━━━ RECORDS FOR THIS TASK ━━━

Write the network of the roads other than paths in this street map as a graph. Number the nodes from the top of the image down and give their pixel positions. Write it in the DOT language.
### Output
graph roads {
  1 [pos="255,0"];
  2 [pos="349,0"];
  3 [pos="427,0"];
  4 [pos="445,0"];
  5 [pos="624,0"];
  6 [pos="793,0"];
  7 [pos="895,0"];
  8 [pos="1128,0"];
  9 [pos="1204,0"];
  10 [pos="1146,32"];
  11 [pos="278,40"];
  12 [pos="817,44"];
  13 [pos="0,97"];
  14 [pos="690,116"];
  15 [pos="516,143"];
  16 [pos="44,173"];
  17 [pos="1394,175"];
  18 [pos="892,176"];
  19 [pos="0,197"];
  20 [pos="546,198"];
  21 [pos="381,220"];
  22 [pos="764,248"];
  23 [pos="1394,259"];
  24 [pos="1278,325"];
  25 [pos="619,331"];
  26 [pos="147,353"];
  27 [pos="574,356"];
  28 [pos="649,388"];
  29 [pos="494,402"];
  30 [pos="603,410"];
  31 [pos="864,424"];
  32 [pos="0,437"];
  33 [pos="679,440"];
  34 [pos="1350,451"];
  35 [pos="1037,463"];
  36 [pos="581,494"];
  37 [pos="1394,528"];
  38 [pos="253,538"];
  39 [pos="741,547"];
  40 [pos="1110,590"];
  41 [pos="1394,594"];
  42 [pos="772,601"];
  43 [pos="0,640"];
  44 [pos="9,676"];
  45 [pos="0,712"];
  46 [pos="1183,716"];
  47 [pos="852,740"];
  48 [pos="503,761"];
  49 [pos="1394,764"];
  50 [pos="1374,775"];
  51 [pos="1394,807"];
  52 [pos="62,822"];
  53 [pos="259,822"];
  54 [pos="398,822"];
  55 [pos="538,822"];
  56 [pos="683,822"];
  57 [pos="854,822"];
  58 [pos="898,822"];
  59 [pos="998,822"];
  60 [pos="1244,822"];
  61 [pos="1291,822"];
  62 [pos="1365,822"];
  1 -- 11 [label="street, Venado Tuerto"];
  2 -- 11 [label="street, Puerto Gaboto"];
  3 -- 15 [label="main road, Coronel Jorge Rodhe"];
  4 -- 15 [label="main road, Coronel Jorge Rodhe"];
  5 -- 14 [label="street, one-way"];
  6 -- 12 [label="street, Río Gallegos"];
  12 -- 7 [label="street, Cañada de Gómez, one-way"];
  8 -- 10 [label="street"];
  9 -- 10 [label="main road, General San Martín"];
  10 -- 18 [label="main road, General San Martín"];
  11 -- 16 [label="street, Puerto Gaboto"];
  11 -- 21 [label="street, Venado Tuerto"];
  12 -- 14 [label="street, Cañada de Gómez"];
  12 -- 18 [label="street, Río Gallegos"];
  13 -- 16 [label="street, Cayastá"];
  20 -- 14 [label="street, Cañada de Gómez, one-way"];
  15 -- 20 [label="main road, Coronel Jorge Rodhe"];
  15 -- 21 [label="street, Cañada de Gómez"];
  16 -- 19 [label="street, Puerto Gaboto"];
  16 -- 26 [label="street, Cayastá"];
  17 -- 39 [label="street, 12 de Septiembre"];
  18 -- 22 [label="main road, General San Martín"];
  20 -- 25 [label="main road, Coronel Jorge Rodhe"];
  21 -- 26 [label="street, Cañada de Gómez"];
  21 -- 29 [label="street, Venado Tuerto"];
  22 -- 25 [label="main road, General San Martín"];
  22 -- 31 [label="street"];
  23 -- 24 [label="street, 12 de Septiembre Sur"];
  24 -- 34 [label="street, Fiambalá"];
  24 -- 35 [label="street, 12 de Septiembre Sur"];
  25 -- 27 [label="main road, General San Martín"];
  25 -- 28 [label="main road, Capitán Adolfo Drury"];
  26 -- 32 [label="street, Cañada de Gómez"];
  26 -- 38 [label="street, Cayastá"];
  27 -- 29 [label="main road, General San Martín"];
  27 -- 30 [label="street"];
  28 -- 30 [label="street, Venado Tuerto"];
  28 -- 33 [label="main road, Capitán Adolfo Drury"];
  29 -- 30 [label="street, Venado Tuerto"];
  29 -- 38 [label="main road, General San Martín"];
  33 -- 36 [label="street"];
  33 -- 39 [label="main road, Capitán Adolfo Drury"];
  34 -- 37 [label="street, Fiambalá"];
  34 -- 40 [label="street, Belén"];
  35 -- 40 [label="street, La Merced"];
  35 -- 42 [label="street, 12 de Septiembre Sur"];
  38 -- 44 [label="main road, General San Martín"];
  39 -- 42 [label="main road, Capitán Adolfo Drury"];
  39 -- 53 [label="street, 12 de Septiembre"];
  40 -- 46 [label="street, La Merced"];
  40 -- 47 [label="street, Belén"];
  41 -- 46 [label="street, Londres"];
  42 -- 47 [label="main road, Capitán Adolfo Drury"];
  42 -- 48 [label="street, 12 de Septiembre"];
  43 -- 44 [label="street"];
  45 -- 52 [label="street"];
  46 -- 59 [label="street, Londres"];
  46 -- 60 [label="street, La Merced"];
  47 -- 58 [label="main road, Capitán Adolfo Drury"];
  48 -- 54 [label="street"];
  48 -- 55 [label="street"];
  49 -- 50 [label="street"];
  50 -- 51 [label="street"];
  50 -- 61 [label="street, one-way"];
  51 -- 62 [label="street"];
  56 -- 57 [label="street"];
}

━━━

Take every line from the data that contains the word "graph".

Write the network of the roads other than paths in this street map as a graph. Number the nodes from the top of the image down and give their pixel positions. Write it in the DOT language.
graph roads {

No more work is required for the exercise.